▶ **INSTRUCTIONS FOR THE TASK**: Set down a faithful copy of every record below, with no images.
* * * *
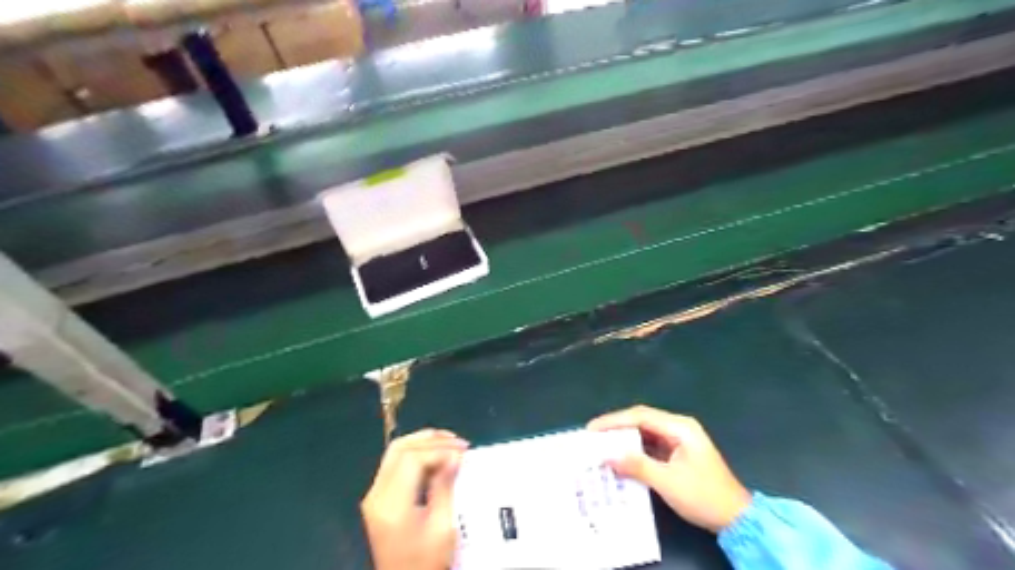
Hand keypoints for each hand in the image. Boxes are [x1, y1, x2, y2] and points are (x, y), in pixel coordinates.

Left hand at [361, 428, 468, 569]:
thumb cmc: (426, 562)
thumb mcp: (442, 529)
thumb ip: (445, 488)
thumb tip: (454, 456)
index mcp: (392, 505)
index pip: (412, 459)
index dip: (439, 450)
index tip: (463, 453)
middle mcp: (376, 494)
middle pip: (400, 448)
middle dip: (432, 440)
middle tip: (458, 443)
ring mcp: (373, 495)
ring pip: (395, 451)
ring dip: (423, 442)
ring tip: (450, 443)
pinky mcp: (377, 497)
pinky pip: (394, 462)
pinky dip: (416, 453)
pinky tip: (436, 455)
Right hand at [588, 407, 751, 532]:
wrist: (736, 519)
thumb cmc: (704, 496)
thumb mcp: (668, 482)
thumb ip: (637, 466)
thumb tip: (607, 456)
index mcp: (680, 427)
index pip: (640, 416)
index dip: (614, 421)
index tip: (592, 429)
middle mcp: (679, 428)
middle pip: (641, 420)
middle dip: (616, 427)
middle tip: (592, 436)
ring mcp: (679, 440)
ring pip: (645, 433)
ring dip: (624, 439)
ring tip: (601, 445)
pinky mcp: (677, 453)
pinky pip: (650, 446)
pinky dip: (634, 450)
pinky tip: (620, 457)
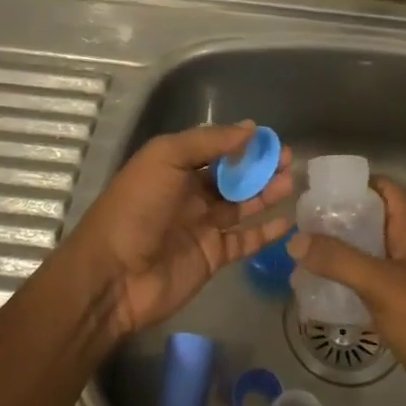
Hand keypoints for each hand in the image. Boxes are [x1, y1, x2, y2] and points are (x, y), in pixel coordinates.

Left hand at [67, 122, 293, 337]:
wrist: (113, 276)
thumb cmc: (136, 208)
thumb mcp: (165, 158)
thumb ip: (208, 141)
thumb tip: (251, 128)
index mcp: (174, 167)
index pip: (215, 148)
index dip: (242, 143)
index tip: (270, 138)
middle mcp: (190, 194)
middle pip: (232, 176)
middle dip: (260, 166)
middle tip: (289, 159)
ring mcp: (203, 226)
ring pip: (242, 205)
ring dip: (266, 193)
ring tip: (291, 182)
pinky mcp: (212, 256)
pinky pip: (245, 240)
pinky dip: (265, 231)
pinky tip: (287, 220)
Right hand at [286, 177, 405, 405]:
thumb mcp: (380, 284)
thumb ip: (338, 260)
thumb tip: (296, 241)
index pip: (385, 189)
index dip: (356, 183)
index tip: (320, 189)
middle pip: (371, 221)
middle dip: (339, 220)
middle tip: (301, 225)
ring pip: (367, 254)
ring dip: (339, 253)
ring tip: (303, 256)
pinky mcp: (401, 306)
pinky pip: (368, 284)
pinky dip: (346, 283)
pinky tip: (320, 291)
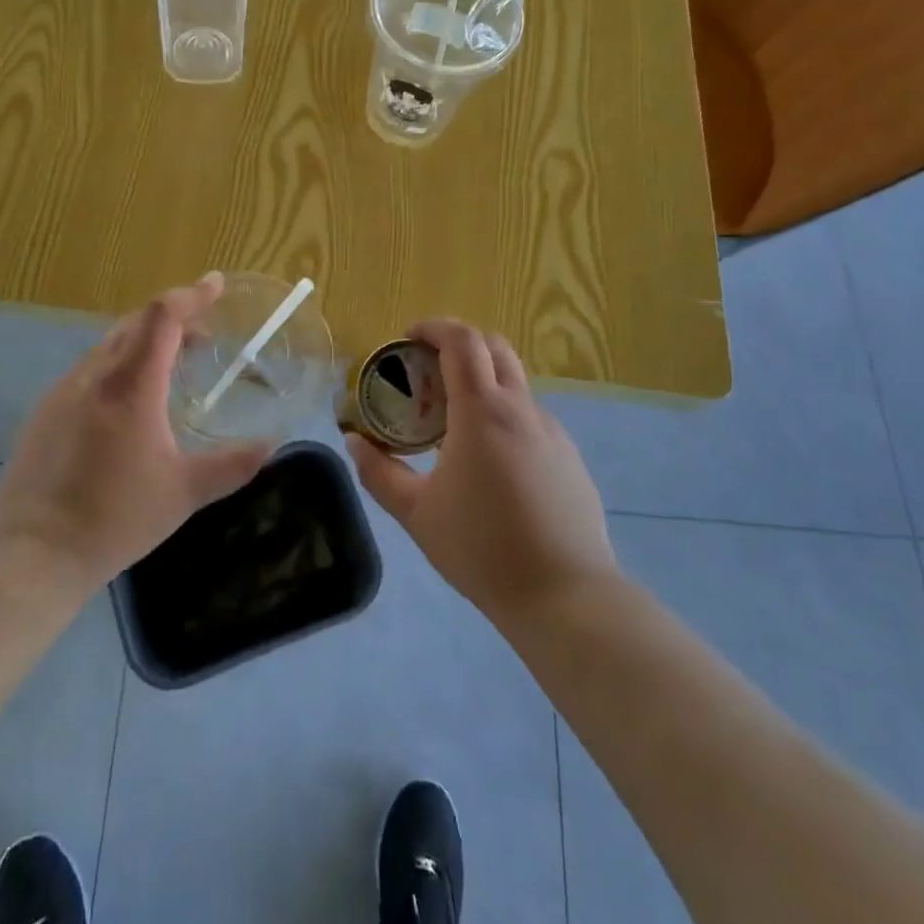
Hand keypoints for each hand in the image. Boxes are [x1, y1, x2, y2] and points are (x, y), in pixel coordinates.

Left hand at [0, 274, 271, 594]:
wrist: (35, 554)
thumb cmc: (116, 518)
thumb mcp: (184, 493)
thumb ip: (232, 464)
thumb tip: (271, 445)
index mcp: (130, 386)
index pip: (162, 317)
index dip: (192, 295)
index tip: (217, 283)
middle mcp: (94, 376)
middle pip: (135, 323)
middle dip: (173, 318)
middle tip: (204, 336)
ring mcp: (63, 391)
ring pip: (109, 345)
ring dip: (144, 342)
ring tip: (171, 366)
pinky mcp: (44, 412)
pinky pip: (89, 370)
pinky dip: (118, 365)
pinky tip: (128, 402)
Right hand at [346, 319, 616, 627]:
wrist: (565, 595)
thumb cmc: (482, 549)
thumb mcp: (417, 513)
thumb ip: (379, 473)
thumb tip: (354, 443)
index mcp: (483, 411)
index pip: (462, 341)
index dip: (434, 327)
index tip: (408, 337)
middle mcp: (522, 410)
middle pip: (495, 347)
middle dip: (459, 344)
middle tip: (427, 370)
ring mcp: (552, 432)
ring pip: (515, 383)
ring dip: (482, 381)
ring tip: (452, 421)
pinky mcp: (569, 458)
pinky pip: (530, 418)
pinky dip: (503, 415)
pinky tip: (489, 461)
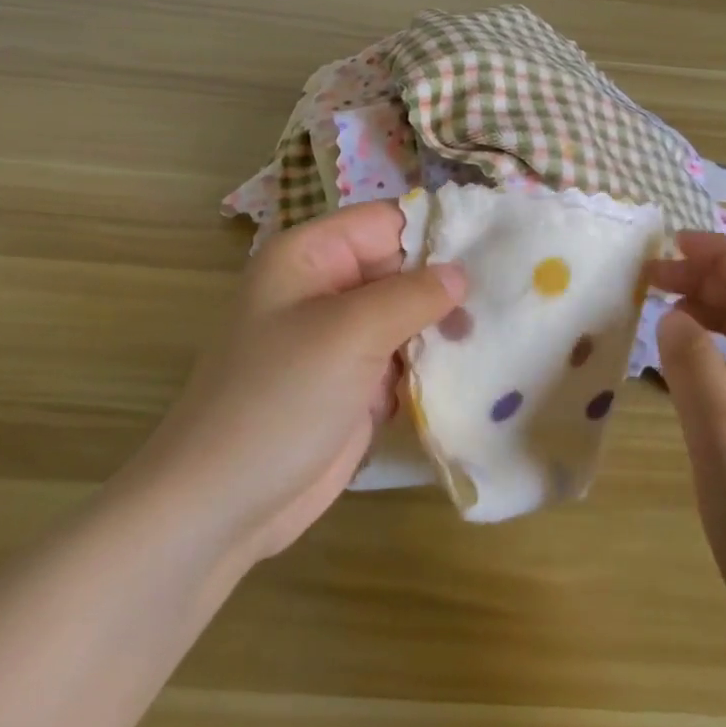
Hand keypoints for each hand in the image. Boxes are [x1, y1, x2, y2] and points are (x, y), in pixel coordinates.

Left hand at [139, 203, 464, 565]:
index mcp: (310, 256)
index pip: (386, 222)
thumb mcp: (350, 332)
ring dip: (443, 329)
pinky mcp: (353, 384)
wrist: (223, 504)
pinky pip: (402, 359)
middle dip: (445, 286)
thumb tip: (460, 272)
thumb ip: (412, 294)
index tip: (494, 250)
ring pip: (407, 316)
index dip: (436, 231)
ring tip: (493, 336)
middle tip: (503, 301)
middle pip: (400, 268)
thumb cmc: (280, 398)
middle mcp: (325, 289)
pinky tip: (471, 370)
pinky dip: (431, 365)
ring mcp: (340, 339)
* * * *
▶ **EXPECTED ANSWER**:
Hand keypoints for each hand in the image. Boxes are [x1, y1, x2, y2] and points are (x, y), in pixel coordinates.

Left hand at [361, 428, 468, 569]:
thumb cmc: (426, 562)
thumb mcp: (442, 529)
thumb ip: (445, 488)
thumb tip: (454, 456)
index mcp: (392, 505)
index pip: (412, 459)
index dip: (439, 450)
index tip: (463, 453)
middle mcp: (376, 494)
middle pip: (400, 448)
middle dip: (432, 440)
middle tip: (458, 443)
ring mcp: (373, 495)
ring pip: (395, 451)
ring dip: (423, 442)
ring tip: (450, 443)
pinky mcp: (377, 497)
pinky pip: (394, 462)
pinky dip: (416, 453)
pinky tip: (436, 455)
Right hand at [588, 407, 751, 532]:
wrist: (736, 519)
thumb cmc: (704, 496)
thumb mcp: (668, 482)
thumb ip: (637, 466)
thumb tip: (607, 456)
index mcp: (680, 427)
index pip: (640, 416)
index dip: (614, 421)
index tip: (592, 429)
middle mcp: (679, 428)
middle pip: (641, 420)
middle dip: (616, 427)
middle tip: (592, 436)
ring mcp: (679, 440)
ring pip: (645, 433)
ring dip: (624, 439)
ring tip: (601, 445)
pinky mcp: (677, 453)
pinky pip: (650, 446)
pinky dip: (634, 450)
pinky tip: (620, 457)
Hand keypoints for each hand in the image. Boxes are [x1, y1, x2, y2] and points are (x, y), in pixel coordinates.

Left hand at [67, 122, 293, 337]:
wrist: (113, 276)
thumb cmc: (136, 208)
thumb mcp: (165, 158)
thumb ip: (208, 141)
thumb tip: (251, 128)
index mcp: (174, 167)
index pip: (215, 148)
index dip: (242, 143)
index tip: (270, 138)
middle mcp: (190, 194)
middle pip: (232, 176)
middle dip: (260, 166)
middle tip: (289, 159)
ring mcp: (203, 226)
ring pip: (242, 205)
ring dip: (266, 193)
ring tip: (291, 182)
pinky mcp: (212, 256)
pinky pip: (245, 240)
pinky dip: (265, 231)
pinky tip: (287, 220)
Right hand at [286, 177, 405, 405]:
thumb mcp: (380, 284)
thumb ip: (338, 260)
thumb tip: (296, 241)
index pip: (385, 189)
index dip: (356, 183)
index tip: (320, 189)
middle pip: (371, 221)
middle dip: (339, 220)
middle tip: (301, 225)
ring pip: (367, 254)
ring dip: (339, 253)
ring tip: (303, 256)
pinky mcp: (401, 306)
pinky pip: (368, 284)
pinky dip: (346, 283)
pinky tip: (320, 291)
Hand keypoints for each hand in the image. Boxes are [x1, y1, x2, y2] and points are (x, y), in pixel coordinates.

Left hand at [0, 274, 271, 594]:
wrist: (35, 554)
thumb cmc: (116, 518)
thumb mcp: (184, 493)
thumb ip: (232, 464)
thumb tip: (271, 445)
index mcp: (130, 386)
index pip: (162, 317)
index dip: (192, 295)
index tip: (217, 283)
middle mcp: (94, 376)
middle pip: (135, 323)
middle dip: (173, 318)
middle tip: (204, 336)
ring mcp: (63, 391)
ring pip: (109, 345)
ring dip: (144, 342)
ring tip: (171, 366)
pinky mcp: (44, 412)
pinky pip: (89, 370)
pinky dip: (118, 365)
pinky tip: (128, 402)
Right hand at [346, 319, 616, 627]:
wrist: (565, 595)
thumb cmc: (482, 549)
thumb mcp: (417, 513)
thumb ip: (379, 473)
thumb tip: (354, 443)
index mcp: (483, 411)
index pip: (462, 341)
index dip: (434, 327)
index tip: (408, 337)
middle mcp: (522, 410)
middle pip: (495, 347)
middle dip: (459, 344)
middle tip: (427, 370)
ring mcp: (552, 432)
ring pip: (515, 383)
ring dip: (482, 381)
ring tip: (452, 421)
pinky mcp: (569, 458)
pinky pip: (530, 418)
pinky dip: (503, 415)
pinky tip: (489, 461)
Hand keypoints for each hand in the image. Boxes are [x1, y1, x2, y2] and points are (x, y), in pixel coordinates.

Left hand at [139, 203, 464, 565]:
index mcp: (310, 256)
index pip: (386, 222)
thumb mcp: (350, 332)
ring dip: (443, 329)
pinky mcp: (353, 384)
wrist: (223, 504)
pinky pip: (402, 359)
middle dip: (445, 286)
thumb tip: (460, 272)
thumb ip: (412, 294)
index tip: (494, 250)
ring pip: (407, 316)
index dip: (436, 231)
ring tip: (493, 336)
middle tip: (503, 301)
middle pip: (400, 268)
thumb cmc: (280, 398)
middle mcp: (325, 289)
pinky tip: (471, 370)
pinky dip: (431, 365)
ring mcp: (340, 339)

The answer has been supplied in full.